Mobile is a thing of beauty when it comes to building customer loyalty for cosmetics brands.
Mobile is effective in fortifying customer loyalty, according to research presented by McKinsey & Company. “This may seem counterintuitive given mobile’s role in creating greater transparency, but we see it as much a tool to be used for good, as for evil,” said Jennifer Schmidt, partner at McKinsey & Company.
Beauty is growing fast on social platforms such as YouTube where the category has expanded 50 percent year-over-year with more than 45 billion lifetime views from more than 200 brands. More than half of those views are on a mobile device—and that’s not just for teen videos, but categories such as men’s grooming and mature beauty.

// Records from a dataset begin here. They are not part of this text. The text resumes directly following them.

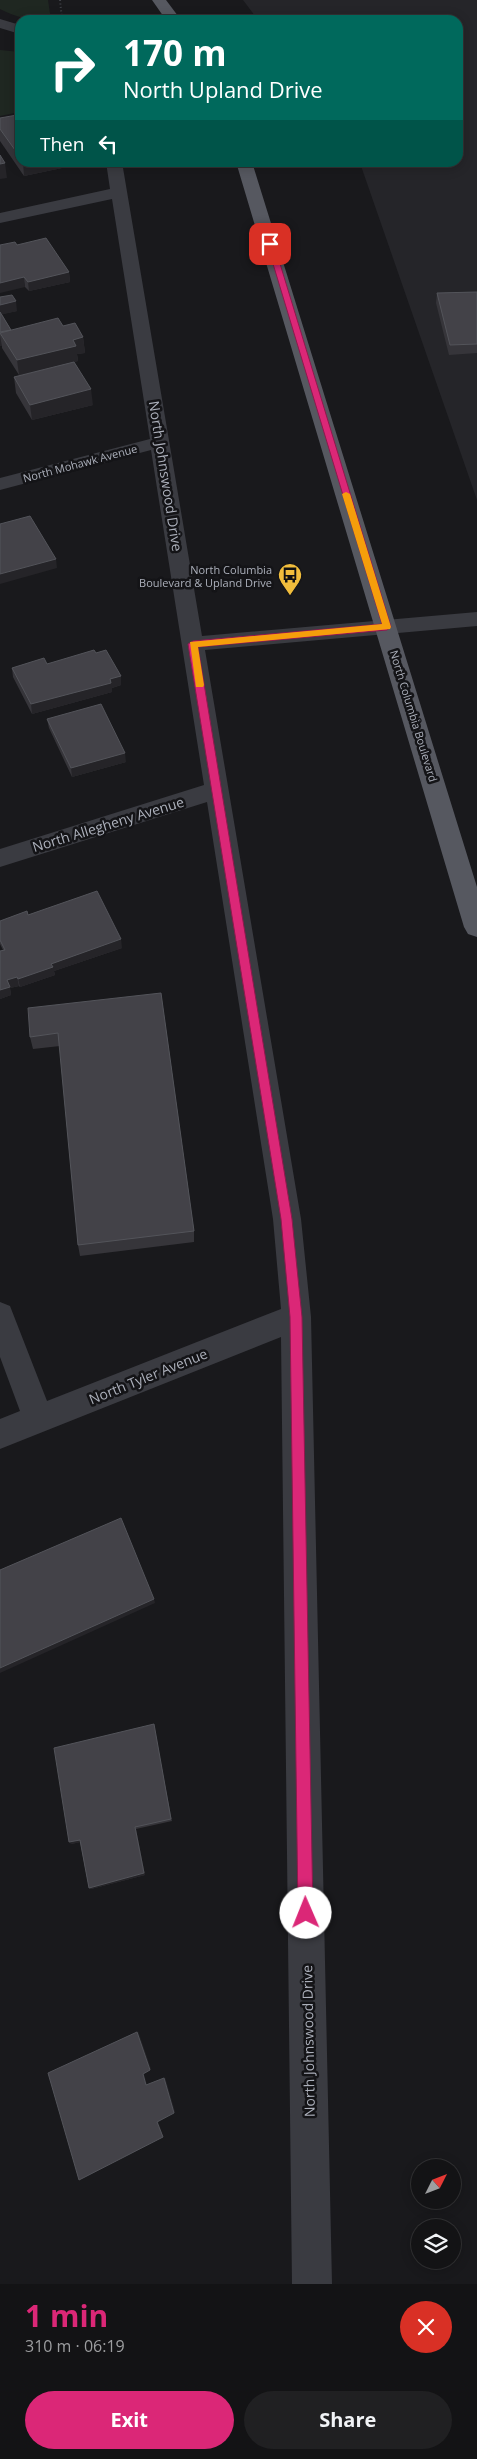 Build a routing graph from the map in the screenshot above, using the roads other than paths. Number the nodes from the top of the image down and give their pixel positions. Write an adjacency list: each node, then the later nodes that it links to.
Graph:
1 (159, 0): 2 (main road)
2 (170, 15)
3 (0, 22): 4 (street)
4 (15, 28)
5 (15, 38): 6 (street)
6 (0, 39)
7 (115, 167): 9 (street, North Johnswood Drive)
8 (246, 167): 14 (main road, North Columbia Boulevard)
9 (120, 192): 10 (street); 11 (street, North Johnswood Drive)
10 (0, 218)
11 (160, 442): 12 (street, North Mohawk Avenue); 15 (street, North Johnswood Drive)
12 (0, 484)
13 (477, 619): 14 (street)
14 (387, 627): 15 (street); 18 (main road, North Columbia Boulevard)
15 (193, 644): 16 (street, North Johnswood Drive)
16 (216, 790): 17 (street, North Allegheny Avenue); 20 (street, North Johnswood Drive)
17 (0, 858)
18 (477, 927)
19 (0, 1316): 21 (street)
20 (296, 1317): 21 (street, North Tyler Avenue); 23 (street, North Johnswood Drive)
21 (38, 1419): 22 (street, North Tyler Avenue)
22 (0, 1434)
23 (304, 2280)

But in the quest to deliver fun and excitement, there is also the risk of diluting loyalty, especially in the case of the fragmented beauty market. “For color cosmetics, 16 brands make up one-half of sales. In most consumer segments, it is far more concentrated, which is what we see in other indulgence categories, like chocolate [six brands] and beer [five brands], with only a handful of brands generating one-half of sales,” noted Schmidt. “Are we bound for a race to the bottom with an increasingly high cost to recruit new customers? Loyalty is a paradox we must figure out.”
Easy access to information via mobile increased the number of brands consumers consider, up more than 30 percent from an average of 1.6 to 2.1 in only a couple of years. More than half of consumers check prices on mobile phones and are influenced by what they discover on the web. And the conversation continues after the purchase on social media such as Twitter. One quarter of consumers sign up for loyalty programs on cellphones. Sixty percent of traffic to beauty retailers’ websites is via mobile devices, as much as double from just a few years ago.
Mobile has long been recognized for its use, but faulted for conversion. “Now we are seeing both,” said Schmidt, adding mobile commerce sales have tripled in the last few years. Brands that make the initial “consideration set” are two to three times more likely to be purchased, according to Sophie Marchessou, associate partner at McKinsey & Company. The next step is evaluating, and retailers should not fear the showrooming concept. Promising news is shoppers make more purchases on mobile in the beauty category than the other categories McKinsey surveyed.
Investing in mobile is a key ingredient in the marketing mix with some brands allocating as much of 25 percent of their budget to it. “Make the app a part of your loyalty solution, but get the basics right,” advised Marchessou. Among the “dos” are easy loads, frictionless checkouts, easy adds or deletes, and effortless navigation. “An app that just has shiny new features won’t stick,” she said.